Le Seigneur Jésus entre chaque jour dans la bourgade de l’Eglise. Il ne dédaigne pas de la visiter continuellement. Marthe l’y accueille et le fait entrer dans sa maison. Voyons donc ce que Marthe symbolise, de même que Marie. Chacune d’elle est vraiment le signe de quelque chose d’important, puisque à elle deux elles constituent toute l’Eglise. Marthe symbolise la vie active, Marie la vie contemplative. Voilà pourquoi, d’après ce que dit l’Ecriture, c’est Marthe, et non Marie, qui reçut le Christ dans sa maison.
Marie, en effet, n’a pas de maison, car la vie contemplative entraîne le renoncement à tous les biens de ce monde. Le contemplatif ne demande rien d‘autre que de s’asseoir aux pieds du Seigneur, de consacrer tout son temps à lire les Livres Saints, à prier et à contempler Dieu. Il lui suffit encore d’écouter sans cesse la parole de Dieu, d’alimenter son âme plutôt que son corps. Telle a été la vie des prophètes, des Apôtres et de beaucoup d’autres ; ils ont tout abandonné, ils ont fui le monde, et se sont attachés à Dieu.
Quant à la vie active, les bons et les méchants peuvent la mener. On l’appelle du reste vie active parce qu’elle est faite d’activités incessantes, de fatigues et de tâches sans fin, et qu’elle ne laisse presque aucune place à un moment de tranquillité. Comme nous parlons de Marthe, sœur de Marie, nous parlons de la vie active qui se rapproche beaucoup de la vie contemplative.

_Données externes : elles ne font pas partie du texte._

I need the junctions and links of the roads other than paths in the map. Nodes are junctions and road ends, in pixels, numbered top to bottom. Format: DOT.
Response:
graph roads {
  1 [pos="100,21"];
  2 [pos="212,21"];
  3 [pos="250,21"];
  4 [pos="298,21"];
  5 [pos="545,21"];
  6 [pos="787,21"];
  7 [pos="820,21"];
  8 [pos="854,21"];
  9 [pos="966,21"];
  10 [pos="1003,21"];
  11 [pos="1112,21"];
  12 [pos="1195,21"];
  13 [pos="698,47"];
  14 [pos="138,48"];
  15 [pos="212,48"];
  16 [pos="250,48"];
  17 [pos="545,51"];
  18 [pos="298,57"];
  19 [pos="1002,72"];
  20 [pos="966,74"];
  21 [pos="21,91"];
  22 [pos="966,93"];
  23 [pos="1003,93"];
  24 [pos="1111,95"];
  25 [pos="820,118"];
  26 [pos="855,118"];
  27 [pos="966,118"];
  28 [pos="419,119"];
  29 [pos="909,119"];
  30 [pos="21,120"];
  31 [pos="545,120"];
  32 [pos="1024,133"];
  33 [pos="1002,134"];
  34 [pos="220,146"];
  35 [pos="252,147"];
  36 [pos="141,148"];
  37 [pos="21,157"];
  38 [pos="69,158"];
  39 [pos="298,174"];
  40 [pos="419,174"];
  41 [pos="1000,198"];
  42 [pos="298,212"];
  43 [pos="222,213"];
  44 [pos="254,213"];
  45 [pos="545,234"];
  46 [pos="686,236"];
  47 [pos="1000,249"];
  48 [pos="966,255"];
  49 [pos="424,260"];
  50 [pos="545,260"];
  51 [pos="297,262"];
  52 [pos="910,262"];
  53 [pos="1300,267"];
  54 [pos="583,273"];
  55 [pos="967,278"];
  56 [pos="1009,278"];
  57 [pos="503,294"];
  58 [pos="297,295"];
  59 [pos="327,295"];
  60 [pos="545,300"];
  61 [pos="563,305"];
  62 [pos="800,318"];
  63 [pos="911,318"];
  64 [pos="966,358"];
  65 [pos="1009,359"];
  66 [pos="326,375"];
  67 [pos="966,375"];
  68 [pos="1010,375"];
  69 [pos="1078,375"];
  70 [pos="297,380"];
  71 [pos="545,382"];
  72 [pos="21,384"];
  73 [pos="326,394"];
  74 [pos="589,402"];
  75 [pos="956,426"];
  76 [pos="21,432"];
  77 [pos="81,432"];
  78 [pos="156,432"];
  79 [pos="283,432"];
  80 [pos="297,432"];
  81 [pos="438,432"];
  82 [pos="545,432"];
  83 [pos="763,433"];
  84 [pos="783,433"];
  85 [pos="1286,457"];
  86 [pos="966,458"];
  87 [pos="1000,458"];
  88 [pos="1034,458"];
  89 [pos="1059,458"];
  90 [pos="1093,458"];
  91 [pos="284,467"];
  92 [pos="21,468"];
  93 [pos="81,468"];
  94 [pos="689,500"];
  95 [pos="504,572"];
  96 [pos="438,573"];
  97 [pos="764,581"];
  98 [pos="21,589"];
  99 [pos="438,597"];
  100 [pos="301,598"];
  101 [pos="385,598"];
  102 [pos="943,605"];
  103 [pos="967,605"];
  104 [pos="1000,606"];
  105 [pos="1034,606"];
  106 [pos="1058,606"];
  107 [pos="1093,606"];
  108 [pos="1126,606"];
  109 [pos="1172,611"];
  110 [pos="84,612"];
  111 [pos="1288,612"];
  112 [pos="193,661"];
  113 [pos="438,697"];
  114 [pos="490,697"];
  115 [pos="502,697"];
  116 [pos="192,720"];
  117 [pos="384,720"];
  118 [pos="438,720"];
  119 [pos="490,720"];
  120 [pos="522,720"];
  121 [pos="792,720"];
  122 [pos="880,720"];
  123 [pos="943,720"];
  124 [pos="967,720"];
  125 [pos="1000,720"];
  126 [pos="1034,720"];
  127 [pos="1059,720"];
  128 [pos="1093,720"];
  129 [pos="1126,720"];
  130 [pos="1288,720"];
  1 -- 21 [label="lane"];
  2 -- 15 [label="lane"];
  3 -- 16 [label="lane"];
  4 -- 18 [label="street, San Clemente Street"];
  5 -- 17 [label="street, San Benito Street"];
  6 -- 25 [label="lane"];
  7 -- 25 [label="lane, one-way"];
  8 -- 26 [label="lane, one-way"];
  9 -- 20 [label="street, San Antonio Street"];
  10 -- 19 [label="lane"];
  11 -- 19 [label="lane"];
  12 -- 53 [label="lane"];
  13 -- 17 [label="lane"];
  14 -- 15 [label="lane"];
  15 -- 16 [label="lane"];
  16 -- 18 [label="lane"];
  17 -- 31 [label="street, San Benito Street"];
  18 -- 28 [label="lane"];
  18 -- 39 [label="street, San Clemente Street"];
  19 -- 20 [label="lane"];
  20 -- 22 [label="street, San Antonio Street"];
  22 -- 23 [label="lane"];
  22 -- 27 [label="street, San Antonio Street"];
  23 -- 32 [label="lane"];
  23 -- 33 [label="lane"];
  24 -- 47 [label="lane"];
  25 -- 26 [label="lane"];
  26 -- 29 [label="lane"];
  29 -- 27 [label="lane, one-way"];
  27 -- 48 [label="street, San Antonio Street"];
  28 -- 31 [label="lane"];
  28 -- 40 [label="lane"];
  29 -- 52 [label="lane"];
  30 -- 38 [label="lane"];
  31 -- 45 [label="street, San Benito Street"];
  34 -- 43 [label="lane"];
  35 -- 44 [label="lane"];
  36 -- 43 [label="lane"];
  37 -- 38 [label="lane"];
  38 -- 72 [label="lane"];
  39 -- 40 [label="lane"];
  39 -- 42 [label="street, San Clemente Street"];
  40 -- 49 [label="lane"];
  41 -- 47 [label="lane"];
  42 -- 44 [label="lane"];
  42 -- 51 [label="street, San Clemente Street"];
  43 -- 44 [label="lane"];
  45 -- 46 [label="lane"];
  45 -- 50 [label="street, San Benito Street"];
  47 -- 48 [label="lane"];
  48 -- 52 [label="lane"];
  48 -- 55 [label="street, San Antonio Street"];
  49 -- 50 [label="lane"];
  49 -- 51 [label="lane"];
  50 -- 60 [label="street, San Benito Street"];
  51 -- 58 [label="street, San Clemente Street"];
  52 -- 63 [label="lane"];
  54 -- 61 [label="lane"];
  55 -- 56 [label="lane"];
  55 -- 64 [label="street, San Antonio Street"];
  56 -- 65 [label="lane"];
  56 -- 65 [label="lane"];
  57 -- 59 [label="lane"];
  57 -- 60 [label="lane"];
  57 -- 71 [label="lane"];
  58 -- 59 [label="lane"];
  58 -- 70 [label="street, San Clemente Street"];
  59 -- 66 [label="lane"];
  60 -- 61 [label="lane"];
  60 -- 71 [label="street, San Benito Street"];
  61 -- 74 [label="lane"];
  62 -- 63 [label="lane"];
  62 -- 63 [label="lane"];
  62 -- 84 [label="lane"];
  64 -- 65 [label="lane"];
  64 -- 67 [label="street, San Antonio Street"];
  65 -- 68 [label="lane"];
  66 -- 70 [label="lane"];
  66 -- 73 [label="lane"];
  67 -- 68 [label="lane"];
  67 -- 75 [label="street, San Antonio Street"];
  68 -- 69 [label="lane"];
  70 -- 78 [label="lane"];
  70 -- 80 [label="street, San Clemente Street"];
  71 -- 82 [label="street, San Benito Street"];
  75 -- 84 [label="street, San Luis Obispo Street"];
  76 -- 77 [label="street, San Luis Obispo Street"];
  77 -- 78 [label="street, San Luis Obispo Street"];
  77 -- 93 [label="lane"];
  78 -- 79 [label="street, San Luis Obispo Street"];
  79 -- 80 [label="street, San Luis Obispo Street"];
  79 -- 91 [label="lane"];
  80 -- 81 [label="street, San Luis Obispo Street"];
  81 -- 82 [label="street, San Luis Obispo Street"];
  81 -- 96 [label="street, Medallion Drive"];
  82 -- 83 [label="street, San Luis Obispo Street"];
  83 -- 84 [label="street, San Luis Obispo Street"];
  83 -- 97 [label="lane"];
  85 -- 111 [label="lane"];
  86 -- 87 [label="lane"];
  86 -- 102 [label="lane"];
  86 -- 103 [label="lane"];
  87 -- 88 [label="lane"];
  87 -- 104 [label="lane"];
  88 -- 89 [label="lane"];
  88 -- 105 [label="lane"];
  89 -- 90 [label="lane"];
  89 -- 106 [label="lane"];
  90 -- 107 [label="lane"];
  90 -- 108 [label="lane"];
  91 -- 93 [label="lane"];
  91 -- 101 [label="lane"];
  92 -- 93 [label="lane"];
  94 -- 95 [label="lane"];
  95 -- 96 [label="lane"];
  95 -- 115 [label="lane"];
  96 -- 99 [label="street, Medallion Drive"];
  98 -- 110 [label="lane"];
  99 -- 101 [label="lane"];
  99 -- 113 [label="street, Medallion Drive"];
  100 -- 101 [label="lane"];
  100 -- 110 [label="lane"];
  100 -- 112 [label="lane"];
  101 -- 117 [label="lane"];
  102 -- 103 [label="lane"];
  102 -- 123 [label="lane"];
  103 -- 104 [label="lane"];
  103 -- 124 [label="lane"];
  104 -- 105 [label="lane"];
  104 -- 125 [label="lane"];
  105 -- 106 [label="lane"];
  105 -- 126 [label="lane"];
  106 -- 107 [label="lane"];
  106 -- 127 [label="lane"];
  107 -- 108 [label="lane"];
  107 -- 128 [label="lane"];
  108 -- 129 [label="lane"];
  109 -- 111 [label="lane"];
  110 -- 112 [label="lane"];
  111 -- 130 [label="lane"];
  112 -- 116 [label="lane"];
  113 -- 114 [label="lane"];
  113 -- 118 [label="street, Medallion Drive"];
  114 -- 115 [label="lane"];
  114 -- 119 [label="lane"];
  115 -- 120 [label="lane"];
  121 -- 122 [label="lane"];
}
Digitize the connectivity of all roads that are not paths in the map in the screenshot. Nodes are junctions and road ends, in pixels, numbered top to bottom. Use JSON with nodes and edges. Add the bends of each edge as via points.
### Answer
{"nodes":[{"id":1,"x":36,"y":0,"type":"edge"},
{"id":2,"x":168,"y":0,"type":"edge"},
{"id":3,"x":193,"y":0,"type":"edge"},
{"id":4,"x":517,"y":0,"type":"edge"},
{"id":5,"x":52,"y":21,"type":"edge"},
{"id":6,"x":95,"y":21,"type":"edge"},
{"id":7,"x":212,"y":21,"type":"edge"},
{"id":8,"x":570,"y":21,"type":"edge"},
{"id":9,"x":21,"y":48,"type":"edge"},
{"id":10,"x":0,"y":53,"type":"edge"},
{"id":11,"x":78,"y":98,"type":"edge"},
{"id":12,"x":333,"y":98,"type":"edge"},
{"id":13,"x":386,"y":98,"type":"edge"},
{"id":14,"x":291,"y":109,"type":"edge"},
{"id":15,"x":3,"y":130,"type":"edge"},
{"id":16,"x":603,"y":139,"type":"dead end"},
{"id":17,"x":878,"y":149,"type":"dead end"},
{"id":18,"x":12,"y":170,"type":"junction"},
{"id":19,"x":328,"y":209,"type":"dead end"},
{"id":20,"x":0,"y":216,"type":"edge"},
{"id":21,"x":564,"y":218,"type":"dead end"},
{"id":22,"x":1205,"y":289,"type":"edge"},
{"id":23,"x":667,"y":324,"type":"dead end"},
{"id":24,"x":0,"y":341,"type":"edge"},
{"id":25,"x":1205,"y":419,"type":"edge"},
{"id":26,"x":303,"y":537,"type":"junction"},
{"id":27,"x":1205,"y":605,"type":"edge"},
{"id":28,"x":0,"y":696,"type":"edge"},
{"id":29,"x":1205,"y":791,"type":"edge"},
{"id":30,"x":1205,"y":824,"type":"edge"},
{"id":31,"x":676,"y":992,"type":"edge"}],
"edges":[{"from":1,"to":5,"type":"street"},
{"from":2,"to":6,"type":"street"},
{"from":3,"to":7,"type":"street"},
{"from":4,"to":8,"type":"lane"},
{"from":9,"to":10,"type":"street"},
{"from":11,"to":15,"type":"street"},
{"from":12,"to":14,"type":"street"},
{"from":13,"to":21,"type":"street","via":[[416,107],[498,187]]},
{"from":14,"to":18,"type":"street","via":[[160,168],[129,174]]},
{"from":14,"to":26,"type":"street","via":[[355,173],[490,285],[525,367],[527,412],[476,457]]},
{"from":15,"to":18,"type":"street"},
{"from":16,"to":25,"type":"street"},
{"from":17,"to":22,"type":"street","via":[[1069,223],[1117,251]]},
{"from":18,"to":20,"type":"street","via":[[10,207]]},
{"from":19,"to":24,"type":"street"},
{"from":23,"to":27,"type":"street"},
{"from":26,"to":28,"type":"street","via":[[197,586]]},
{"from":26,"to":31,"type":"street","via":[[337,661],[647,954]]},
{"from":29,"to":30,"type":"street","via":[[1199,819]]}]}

Cette sorte de vie active est pure, exempte de péché, très proche de la vie contemplative. Que l’Apôtre prêche, qu’il baptise, qu’il travaille de ses mains pour vivre, qu’il parcoure les villes, qu’il se soucie de toutes les Eglises, cela ne relève-t-il pas de la vie active ? Ainsi le même évangile dit-il, en parlant de Marthe, qu’elle était accaparée par les multiples occupations du service. Du reste, nous voyons encore aujourd’hui des chefs et des ministres de l’Eglise s’affairer à courir partout, se fatiguer, se démener, se donner beaucoup de peine pour subvenir de multiples façons aux besoins de leurs frères, si bien que nous pouvons dire à juste titre qu’eux aussi sont accaparés par les multiples occupations du service.
La vie contemplative est donc meilleure que la vie active, pour la raison qu’elle est exempte de soucis et ne cessera jamais. Cependant la vie active est à ce point nécessaire que, sans elle, la vie contemplative elle-même ne peut exister ici-bas.